Transcribe the listing that follows exactly, from its first line to its last.

▽

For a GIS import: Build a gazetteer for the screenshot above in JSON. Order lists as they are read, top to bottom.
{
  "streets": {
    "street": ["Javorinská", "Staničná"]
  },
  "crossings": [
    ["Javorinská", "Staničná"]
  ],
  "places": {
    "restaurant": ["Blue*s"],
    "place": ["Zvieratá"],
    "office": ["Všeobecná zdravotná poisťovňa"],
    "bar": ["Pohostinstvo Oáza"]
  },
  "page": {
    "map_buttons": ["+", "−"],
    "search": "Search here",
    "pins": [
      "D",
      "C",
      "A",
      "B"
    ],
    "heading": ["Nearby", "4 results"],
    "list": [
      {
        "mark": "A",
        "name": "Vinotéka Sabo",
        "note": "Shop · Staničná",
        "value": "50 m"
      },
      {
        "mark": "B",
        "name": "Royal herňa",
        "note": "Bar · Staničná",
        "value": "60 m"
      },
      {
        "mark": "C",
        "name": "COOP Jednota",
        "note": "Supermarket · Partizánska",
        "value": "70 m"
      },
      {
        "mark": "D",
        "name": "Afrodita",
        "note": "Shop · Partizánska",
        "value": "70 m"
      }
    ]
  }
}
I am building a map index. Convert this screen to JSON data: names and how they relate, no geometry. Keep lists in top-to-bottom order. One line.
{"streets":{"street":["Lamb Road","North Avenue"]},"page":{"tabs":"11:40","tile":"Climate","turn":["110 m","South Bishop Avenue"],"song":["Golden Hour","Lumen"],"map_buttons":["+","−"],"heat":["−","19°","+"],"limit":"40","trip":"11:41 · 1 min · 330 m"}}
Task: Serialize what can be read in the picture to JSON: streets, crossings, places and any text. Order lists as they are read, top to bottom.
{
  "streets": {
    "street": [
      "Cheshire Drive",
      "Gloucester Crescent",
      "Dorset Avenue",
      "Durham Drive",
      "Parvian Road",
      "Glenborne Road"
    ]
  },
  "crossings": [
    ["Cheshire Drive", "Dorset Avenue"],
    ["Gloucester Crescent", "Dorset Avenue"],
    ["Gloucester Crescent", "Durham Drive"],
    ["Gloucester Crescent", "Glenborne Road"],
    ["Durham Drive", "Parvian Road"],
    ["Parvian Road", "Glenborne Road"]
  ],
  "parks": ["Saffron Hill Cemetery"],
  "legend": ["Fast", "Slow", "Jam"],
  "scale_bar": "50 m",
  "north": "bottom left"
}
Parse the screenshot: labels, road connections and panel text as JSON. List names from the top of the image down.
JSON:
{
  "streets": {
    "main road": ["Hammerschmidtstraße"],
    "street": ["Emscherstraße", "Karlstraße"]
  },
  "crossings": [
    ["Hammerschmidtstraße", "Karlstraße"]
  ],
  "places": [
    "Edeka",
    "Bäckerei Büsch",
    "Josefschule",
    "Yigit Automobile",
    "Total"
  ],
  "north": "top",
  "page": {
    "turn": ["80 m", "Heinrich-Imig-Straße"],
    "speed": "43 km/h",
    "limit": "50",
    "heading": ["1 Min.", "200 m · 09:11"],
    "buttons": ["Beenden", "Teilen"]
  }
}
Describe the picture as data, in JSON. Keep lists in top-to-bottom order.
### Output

△

- [Response to this task]:
For a GIS import: Build a gazetteer for the screenshot above in JSON. Order lists as they are read, top to bottom.
{
  "streets": {
    "street": ["Javorinská", "Staničná"]
  },
  "crossings": [
    ["Javorinská", "Staničná"]
  ],
  "places": {
    "restaurant": ["Blue*s"],
    "place": ["Zvieratá"],
    "office": ["Všeobecná zdravotná poisťovňa"],
    "bar": ["Pohostinstvo Oáza"]
  },
  "page": {
    "map_buttons": ["+", "−"],
    "search": "Search here",
    "pins": [
      "D",
      "C",
      "A",
      "B"
    ],
    "heading": ["Nearby", "4 results"],
    "list": [
      {
        "mark": "A",
        "name": "Vinotéka Sabo",
        "note": "Shop · Staničná",
        "value": "50 m"
      },
      {
        "mark": "B",
        "name": "Royal herňa",
        "note": "Bar · Staničná",
        "value": "60 m"
      },
      {
        "mark": "C",
        "name": "COOP Jednota",
        "note": "Supermarket · Partizánska",
        "value": "70 m"
      },
      {
        "mark": "D",
        "name": "Afrodita",
        "note": "Shop · Partizánska",
        "value": "70 m"
      }
    ]
  }
}
I am building a map index. Convert this screen to JSON data: names and how they relate, no geometry. Keep lists in top-to-bottom order. One line.
{"streets":{"street":["Lamb Road","North Avenue"]},"page":{"tabs":"11:40","tile":"Climate","turn":["110 m","South Bishop Avenue"],"song":["Golden Hour","Lumen"],"map_buttons":["+","−"],"heat":["−","19°","+"],"limit":"40","trip":"11:41 · 1 min · 330 m"}}
Task: Serialize what can be read in the picture to JSON: streets, crossings, places and any text. Order lists as they are read, top to bottom.
{
  "streets": {
    "street": [
      "Cheshire Drive",
      "Gloucester Crescent",
      "Dorset Avenue",
      "Durham Drive",
      "Parvian Road",
      "Glenborne Road"
    ]
  },
  "crossings": [
    ["Cheshire Drive", "Dorset Avenue"],
    ["Gloucester Crescent", "Dorset Avenue"],
    ["Gloucester Crescent", "Durham Drive"],
    ["Gloucester Crescent", "Glenborne Road"],
    ["Durham Drive", "Parvian Road"],
    ["Parvian Road", "Glenborne Road"]
  ],
  "parks": ["Saffron Hill Cemetery"],
  "legend": ["Fast", "Slow", "Jam"],
  "scale_bar": "50 m",
  "north": "bottom left"
}
Parse the screenshot: labels, road connections and panel text as JSON. List names from the top of the image down.
JSON:
{
  "streets": {
    "main road": ["Hammerschmidtstraße"],
    "street": ["Emscherstraße", "Karlstraße"]
  },
  "crossings": [
    ["Hammerschmidtstraße", "Karlstraße"]
  ],
  "places": [
    "Edeka",
    "Bäckerei Büsch",
    "Josefschule",
    "Yigit Automobile",
    "Total"
  ],
  "north": "top",
  "page": {
    "turn": ["80 m", "Heinrich-Imig-Straße"],
    "speed": "43 km/h",
    "limit": "50",
    "heading": ["1 Min.", "200 m · 09:11"],
    "buttons": ["Beenden", "Teilen"]
  }
}
Describe the picture as data, in JSON. Keep lists in top-to-bottom order.
### Output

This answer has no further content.